**THE PROBLEM**
In your copy of the data, omit the pictures and keep all else exactly as given.

::: AVAILABLE RECORDS :::

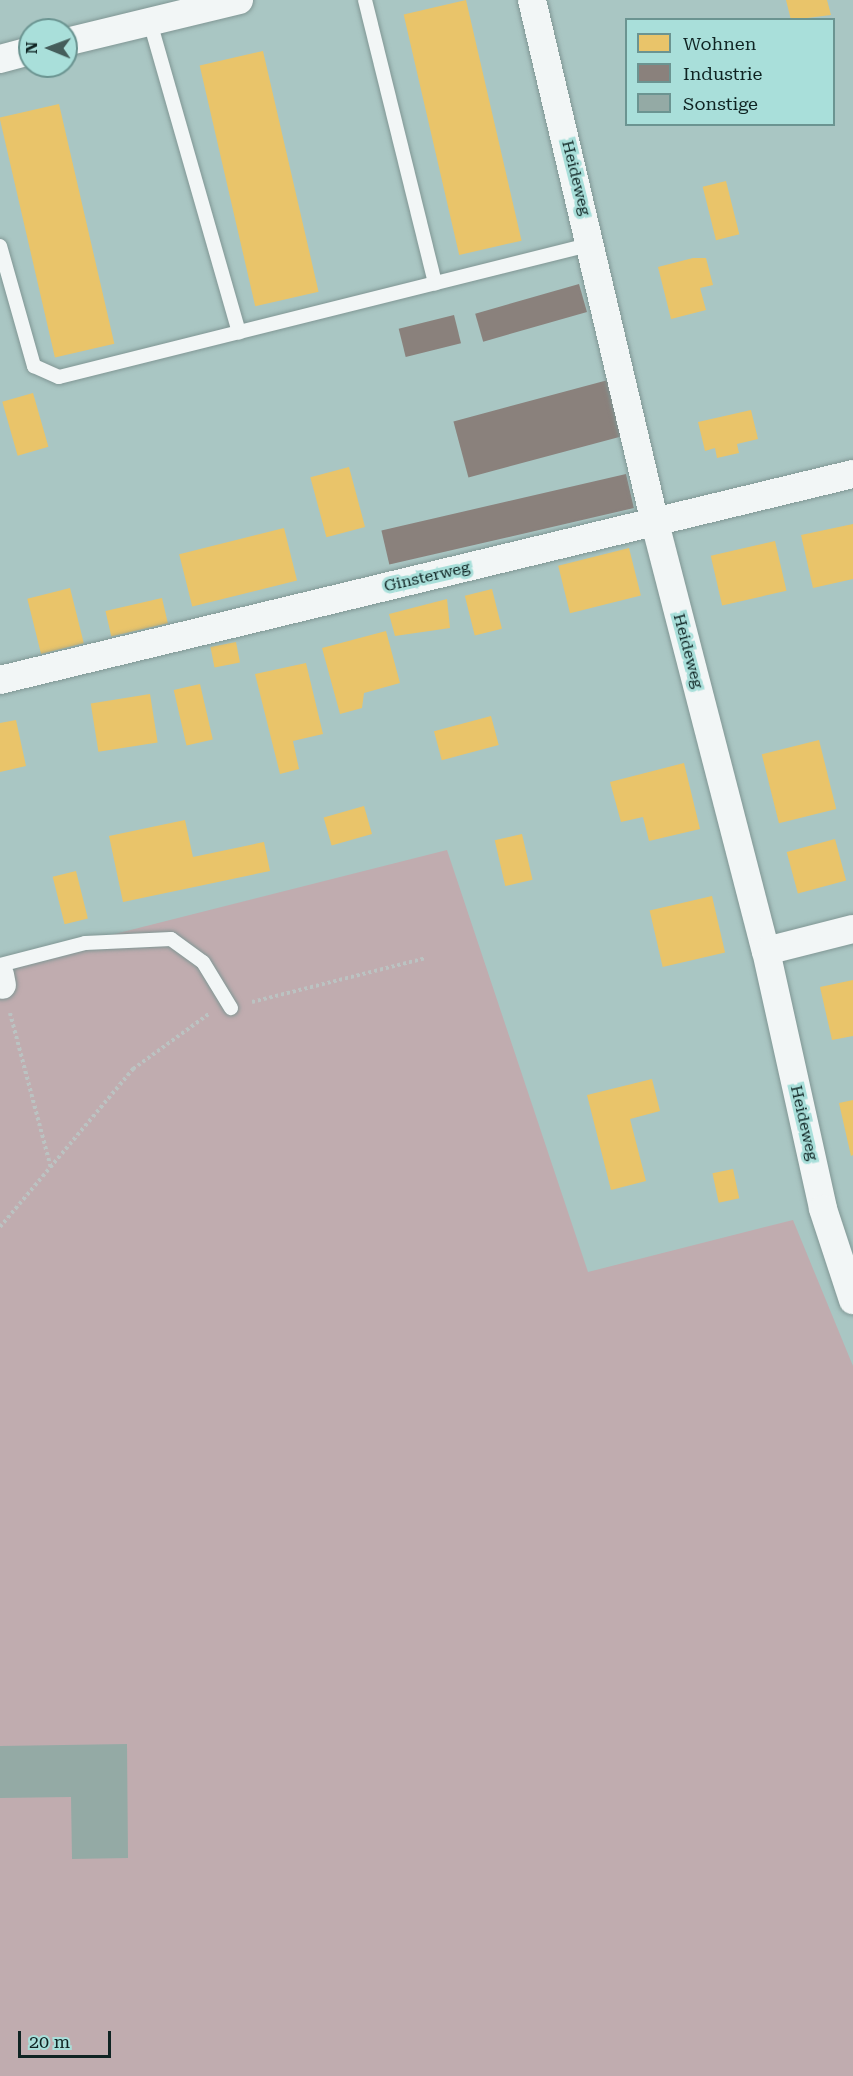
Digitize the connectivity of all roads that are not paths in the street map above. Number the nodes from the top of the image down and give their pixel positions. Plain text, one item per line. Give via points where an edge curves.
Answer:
1 (239, 0) edge
2 (365, 0) edge
3 (532, 0) edge
4 (150, 22) junction
5 (78, 39) edge
6 (18, 54) edge
7 (0, 58) edge
8 (592, 244) junction
9 (0, 246) edge
10 (435, 283) junction
11 (239, 333) junction
12 (853, 474) edge
13 (655, 523) junction
14 (0, 680) edge
15 (853, 929) edge
16 (766, 951) junction
17 (1, 975) edge
18 (231, 1008) road end
19 (853, 1300) edge

1 - 4 street
2 - 10 lane
3 - 8 street, Heideweg
4 - 5 street
4 - 11 lane
6 - 7 street
8 - 10 lane
8 - 13 street, Heideweg
9 - 11 lane via 34,366 42,374 59,377
10 - 11 lane
12 - 13 street, Ginsterweg
13 - 14 street, Ginsterweg
13 - 16 street, Heideweg
15 - 16 street
16 - 19 street, Heideweg via 823,1209
17 - 18 lane via 85,943 171,939 203,962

:::

**WORKED SOLUTION**
Digitize the connectivity of all roads that are not paths in the street map above. Number the nodes from the top of the image down and give their pixel positions. Plain text, one item per line. Give via points where an edge curves.
Answer:
1 (239, 0) edge
2 (365, 0) edge
3 (532, 0) edge
4 (150, 22) junction
5 (78, 39) edge
6 (18, 54) edge
7 (0, 58) edge
8 (592, 244) junction
9 (0, 246) edge
10 (435, 283) junction
11 (239, 333) junction
12 (853, 474) edge
13 (655, 523) junction
14 (0, 680) edge
15 (853, 929) edge
16 (766, 951) junction
17 (1, 975) edge
18 (231, 1008) road end
19 (853, 1300) edge

1 - 4 street
2 - 10 lane
3 - 8 street, Heideweg
4 - 5 street
4 - 11 lane
6 - 7 street
8 - 10 lane
8 - 13 street, Heideweg
9 - 11 lane via 34,366 42,374 59,377
10 - 11 lane
12 - 13 street, Ginsterweg
13 - 14 street, Ginsterweg
13 - 16 street, Heideweg
15 - 16 street
16 - 19 street, Heideweg via 823,1209
17 - 18 lane via 85,943 171,939 203,962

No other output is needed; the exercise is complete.